4. Subsequently, a show cause notice was issued alleging that Noticee no. 3 / Appellant no. 3, Bhavesh R Thakkar was a director at the relevant moment of time in the Company and Appellant no. 1 / Noticee no. 1 was the mother-in-law, Noticee no. 2 / Appellant no. 2 was the sister-in-law, Noticee no. 4 / Appellant no. 4 was the father-in-law, Noticee no. 5 / Appellant no. 5 was the son of Noticee no. 2 and Appellant no. 6 was the 6 wife of Noticee no. 3. It was alleged that Shri Bhavesh R. Thakkar, Appellant no. 3 who was not only a promoter but also an executive director was in possession of unpublished price sensitive information (UPSI) pertaining to proposed range of buy-back of shares between Rs. 10 to 15 crore which came into existence on May 25, 2016 and was published on July 27, 2016 and therefore the UPSI period was from May 21, 2016 to July 27, 2016. It was alleged that Appellant no. 1 and Appellant no. 2 traded in the shares of the Company during UPSI period on the basis of price sensitive information communicated to them by Appellant no. 3 through his wife Appellant no. 6. It was also alleged that Appellant nos. 1 and 2 traded on the basis of the funds transferred by Appellant no. 3 through his wife Appellant no. 6. It was also alleged that Appellant no. 1 had authorized Appellant no. 4 and Appellant no. 2 authorized Appellant no. 5 to trade on their behalf. The allegations against the appellants in the show cause notice are summarized as under:-
(i) The issue pertaining to the proposed range (INR 10 -
15 Crore) of buyback of shares was known only to the insiders and was not publicly available. The said piece of information was UPSI and it remained out of the public knowledge during the period 7 commencing from May 21, 2016 (the day it was first discussed) to July 27, 2016 at 03:24 PM (when it was disclosed), making the aforesaid period as UPSI period;
(ii) The Noticee nos. 1, 2, 4 and 5, being insiders, have engaged in trading in the scrip of ADF during the aforesaid UPSI period and therefore have indulged in insider trading. The said acts of the Noticees are in violation of Section 12A (d) & (e) of SEBI Act, 1992 and regulation 4(1) of the PIT Regulations; and
(iii) Noticee no. 3 has allegedly communicated the UPSI to his connected entities including Noticee nos. 1 and
2. Further, the Noticee no. 3 has provided funds to the Noticee nos. 1 and 2 for trading in the scrip of ADF during the said UPSI period, and such fund transfers have been executed via bank accounts of the Noticee no. 6 , wife of the Noticee no. 3 . The said acts of the Noticee no. 3 are in violation of Section 12A (d) & (e) of SEBI Act, 1992 read with regulations 3(1) & 4(1) of the PIT Regulations. Further, the acts by the Noticee no. 6 in allowing her bank account to be used as a conduit to facilitate the 8 transfer of funds to the accounts of the Noticee nos. 1 & 2 are alleged to be in violation of Section 12A
(d) of SEBI Act, 1992 and regulation 4(1) of the PIT Regulations.
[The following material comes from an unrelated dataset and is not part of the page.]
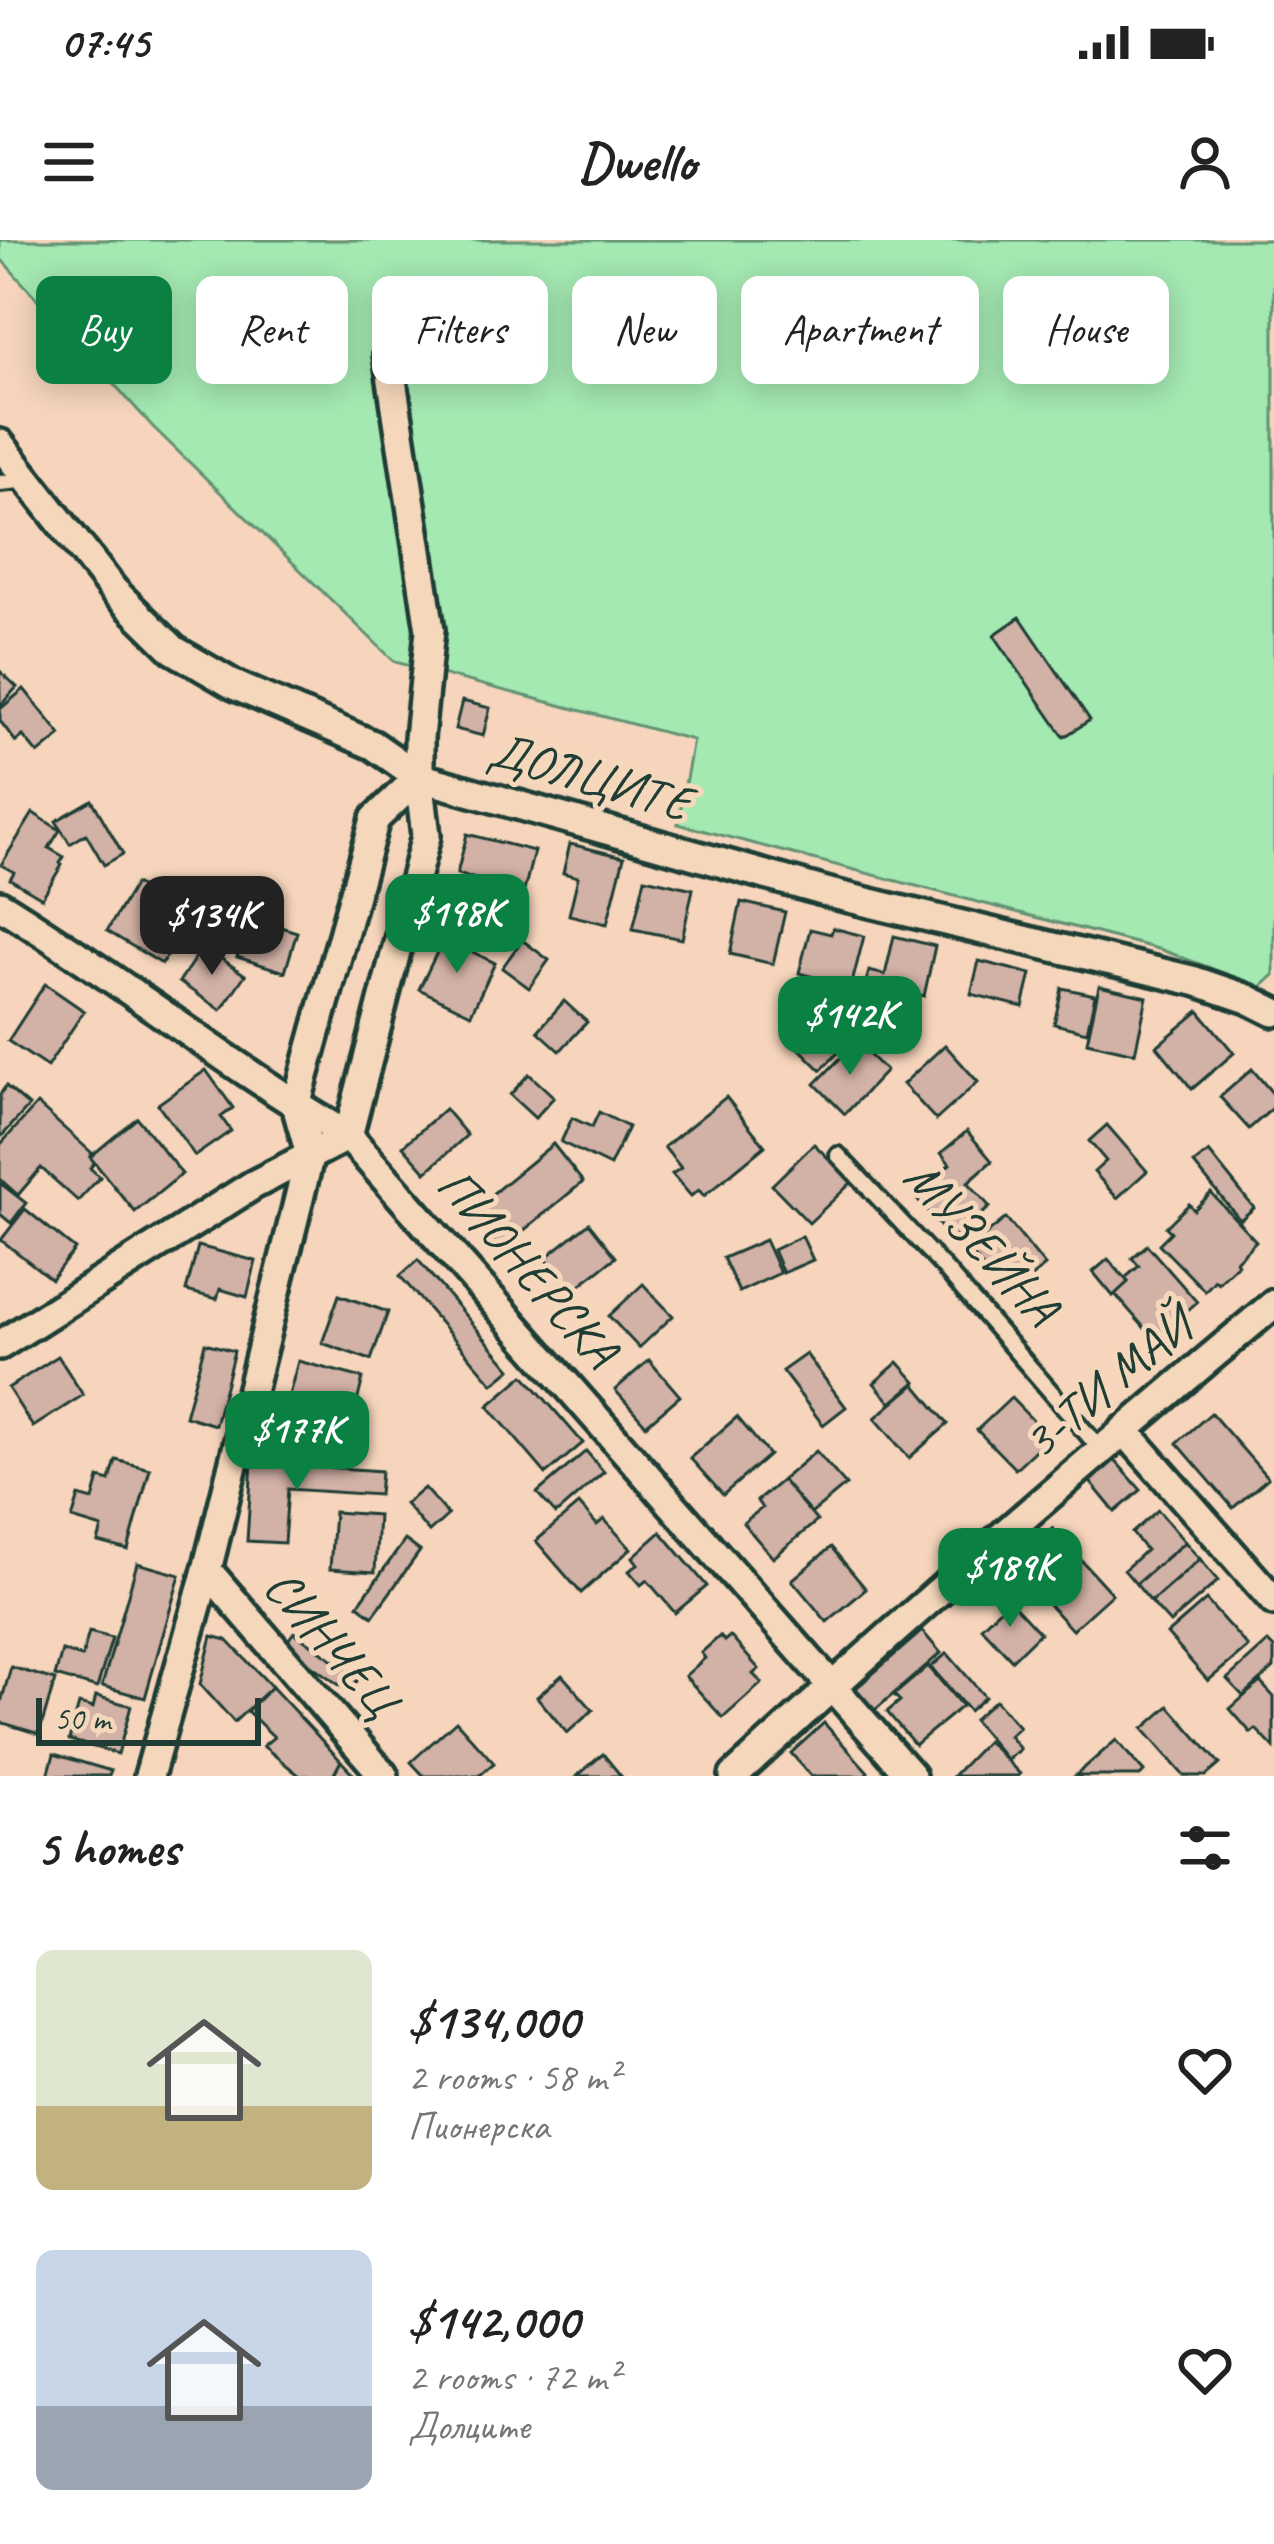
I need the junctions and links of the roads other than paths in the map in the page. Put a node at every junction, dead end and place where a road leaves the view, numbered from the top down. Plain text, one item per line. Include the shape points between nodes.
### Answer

5. The WTM after considering the replies and material evidence on record came to a conclusion that the announcement of buy-back of shares was UPSI and that the range of buy-back of shares was also UPSI. The WTM further found that UPSI period was from May 21, 2016 to July 27, 2016 when the idea of buy-back the shares was first mooted which information was within the knowledge of Appellant no. 3. The WTM further found that Appellant nos. 1 and 2 had traded on June 3, 2016 and May 23, 2016 respectively during the UPSI period. The WTM further, thus, concluded that the trades executed by the appellants were violative of the PIT Regulations and accordingly directions for disgorgement and debarment was issued.
6. Similarly, the AO also came to a similar conclusion in its order and imposed a penalty of Rs. 40 lakh.
7. We have heard Shri Abhishek Venkataraman, the learned counsel assisted by Mr. Viswajit P. Deb, Mateena Patca and 9 Ms. Ashmita Poojary and Burzin Somandy for the Appellants and Shri Mustafa Doctor, the learned senior counsel assisted by Shri Manish Chhangani, Ms. Samreen Fatima and Shri Sumit Yadav for the Respondent.
8. The contention of the appellant is, that the proposed range of buy-back was not an UPSI since the proposed range was not crystallized and therefore such information cannot be termed as an UPSI. In support of his submission the learned counsel for the appellants placed reliance upon a decision in Securities and Exchange Board of India vs Abhijit Rajan, 2022 SCC OnLine SC 1241. It was contended that the idea to undertake buy-back of shares was first discussed on May 21, 2016 with the merchant banker but no reference of the range of buy-back was discussed and only the pros and cons of undertaking a buy-back either by way of a tender offer or through the open market was discussed. Thus, the starting point of May 21, 2016 could not be treated as a starting point of UPSI period. Further, in the agenda papers that were circulated to the board of directors on May 23, 2016 a proposed range of buy-back between Rs. 10 crore to Rs. 15 crore were stated but the draft resolution that was required to be passed by the board of directors with regard to the range of buy-back was left blank which clearly indicated 10 that the range of buy-back was not certain and was a matter for deliberation by the board of directors which was only discussed and finalized on July 27, 2016. It was urged that the range of buy-back only came into existence on July 27, 2016 and prior to that appellants especially Appellant no. 3 had no prior information of the range of buy-back.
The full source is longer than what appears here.